Wednesday, June 17, 2015

Can An Alliance Between US Pharmaceutical Benefit Managers (1) and Make in India (2) Lead to Lower Global Drug Prices?

Question asked is very legitimate and the ANSWER is unequivocally YES. However, in order for it to happen there has to be a unique alliance that would bring bureaucrats, technocrats and business minds on the same table and work together “hand and glove” to change the global landscape.

Background:

Indian pharma companies with 2005 WTO/TRIPS agreement took advantage of the need for low cost generics in the developed countries. They succeeded. However, regulatory bodies (FDA, EMA and others) were not fully prepared to oversee their manufacturing practices. With time quality and therefore supply issues have resulted. My conjecture is that in order to stay profitable not every “t” has been crossed and not every “i” has been dotted with respect to manufacturing technology and meeting regulatory requirements.

Unless attention is paid in the improving manufacturing technologies and complying with regulations Indian companies might not be able to meet all of the regulatory and quality requirements. This could have long-term impact on the reputation of Indian companies as the “global pharmacy”.

Many of the Indian pharmaceutical companies have imported their Active Pharmaceutical Ingredients (API) from China. Chinese API overdependence has caught the attention of Modi government in India. Government of India is taking steps to alleviate API dependence from China (Centre mulls bulk drug policy, Government working on policy to promote APIs production). This recognition and remediation steps are of significant value.

My concern is that unless the right players are involved and timing is impeccable, Government of India might not be able to meet its “Make in India” plan for pharmaceuticals and might loose India’s status as the “global pharmacy”.

Indian companies for the foreseeable future will remain supplier of generic drugs. They have a significant opportunity to be the supplier of generics to 30+% of the global pharma market if all the pieces of puzzle fit.

Brand Company market revenue will be higher due to high drug prices but compared to generics they will have significantly lower patient base. I do not believe Brand companies will have much roll in this venture as their focus is catering drugs that are under patent. 

What all is needed:

With respect to formulations Indian pharma landscape is fragmented. There are too many players catering to the same customer base as a result they do not have economies of scale i.e. not the best manufacturing technologies. Economies of scale can improve profitability. Same holds for the needed API.

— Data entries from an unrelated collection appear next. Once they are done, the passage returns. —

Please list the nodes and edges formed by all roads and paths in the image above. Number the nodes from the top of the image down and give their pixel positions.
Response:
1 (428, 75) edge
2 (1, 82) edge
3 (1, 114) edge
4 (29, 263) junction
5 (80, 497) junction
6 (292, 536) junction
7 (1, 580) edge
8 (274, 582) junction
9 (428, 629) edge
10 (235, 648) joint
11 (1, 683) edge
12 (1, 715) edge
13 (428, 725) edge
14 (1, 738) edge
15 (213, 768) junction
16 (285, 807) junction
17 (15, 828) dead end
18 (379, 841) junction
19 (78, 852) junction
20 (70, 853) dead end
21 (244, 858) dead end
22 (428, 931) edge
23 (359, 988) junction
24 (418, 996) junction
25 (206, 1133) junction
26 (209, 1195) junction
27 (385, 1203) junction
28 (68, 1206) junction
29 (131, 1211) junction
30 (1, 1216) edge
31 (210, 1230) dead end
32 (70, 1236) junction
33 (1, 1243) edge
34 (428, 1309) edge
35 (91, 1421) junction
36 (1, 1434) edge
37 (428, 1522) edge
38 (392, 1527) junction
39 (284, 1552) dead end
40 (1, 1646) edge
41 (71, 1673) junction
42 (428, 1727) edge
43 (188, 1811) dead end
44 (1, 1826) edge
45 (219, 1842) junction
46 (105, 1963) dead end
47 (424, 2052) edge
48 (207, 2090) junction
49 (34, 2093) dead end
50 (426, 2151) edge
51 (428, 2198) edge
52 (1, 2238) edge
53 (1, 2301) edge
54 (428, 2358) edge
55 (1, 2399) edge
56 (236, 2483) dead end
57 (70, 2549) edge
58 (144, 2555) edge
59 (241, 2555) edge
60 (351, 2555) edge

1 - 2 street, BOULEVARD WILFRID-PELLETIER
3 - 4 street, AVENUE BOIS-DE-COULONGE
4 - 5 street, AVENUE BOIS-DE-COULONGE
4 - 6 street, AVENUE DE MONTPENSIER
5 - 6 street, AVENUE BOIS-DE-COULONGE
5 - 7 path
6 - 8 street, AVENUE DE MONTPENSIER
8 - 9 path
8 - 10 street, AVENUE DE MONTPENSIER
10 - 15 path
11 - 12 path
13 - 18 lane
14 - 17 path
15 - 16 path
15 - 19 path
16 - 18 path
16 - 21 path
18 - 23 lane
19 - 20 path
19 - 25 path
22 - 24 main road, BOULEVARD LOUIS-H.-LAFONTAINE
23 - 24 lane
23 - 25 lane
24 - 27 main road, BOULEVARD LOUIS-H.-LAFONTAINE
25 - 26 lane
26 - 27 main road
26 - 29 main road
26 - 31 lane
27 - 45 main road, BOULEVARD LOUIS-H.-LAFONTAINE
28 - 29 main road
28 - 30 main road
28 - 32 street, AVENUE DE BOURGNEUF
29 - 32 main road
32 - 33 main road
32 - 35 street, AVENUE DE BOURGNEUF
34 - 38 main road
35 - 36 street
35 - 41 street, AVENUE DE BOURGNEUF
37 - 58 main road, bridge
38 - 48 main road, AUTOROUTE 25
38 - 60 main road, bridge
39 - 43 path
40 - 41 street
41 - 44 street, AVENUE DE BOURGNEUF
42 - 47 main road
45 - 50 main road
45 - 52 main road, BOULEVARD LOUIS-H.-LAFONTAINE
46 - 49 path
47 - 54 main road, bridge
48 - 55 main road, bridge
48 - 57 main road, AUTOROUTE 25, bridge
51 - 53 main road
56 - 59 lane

US PBMs, as the time progresses, will be consolidating. CVS Health and Target merger is the most recent. PBMs need to leverage their supply costs. Consolidation of PBMs is one way. The other way is to work with pharmaceutical manufacturers. Second way will have higher and sustained financial benefits for each participant.

PBMs along with a quasi-Indian government body can create pharmaceutical API manufacturing and formulation companies who can through economies of scale incorporate best of the technologies to produce quality drugs at the lowest price to supply the world’s pharma market.

If a “can-do” team that consists of savvy technocrats, bureaucrats and business folks from India and the United States can be created and it succeeds; it will change the global pharma supply landscape. Timing is of the essence and the team will have to operate on a fast track.


An International team can be assembled and it can very quickly select pharmaceuticals based on their revenue, patient need and manufacturing technologies. Reverse calculation method (3) using total global revenue can be a staring point. I would not venture out to say what cost reduction is possible but improved asset utilization, improved product yield, reduced waste and reduced quality approval time would definitely lower costs. Regulatory bodies will have to play their part for the success. It would be a global win.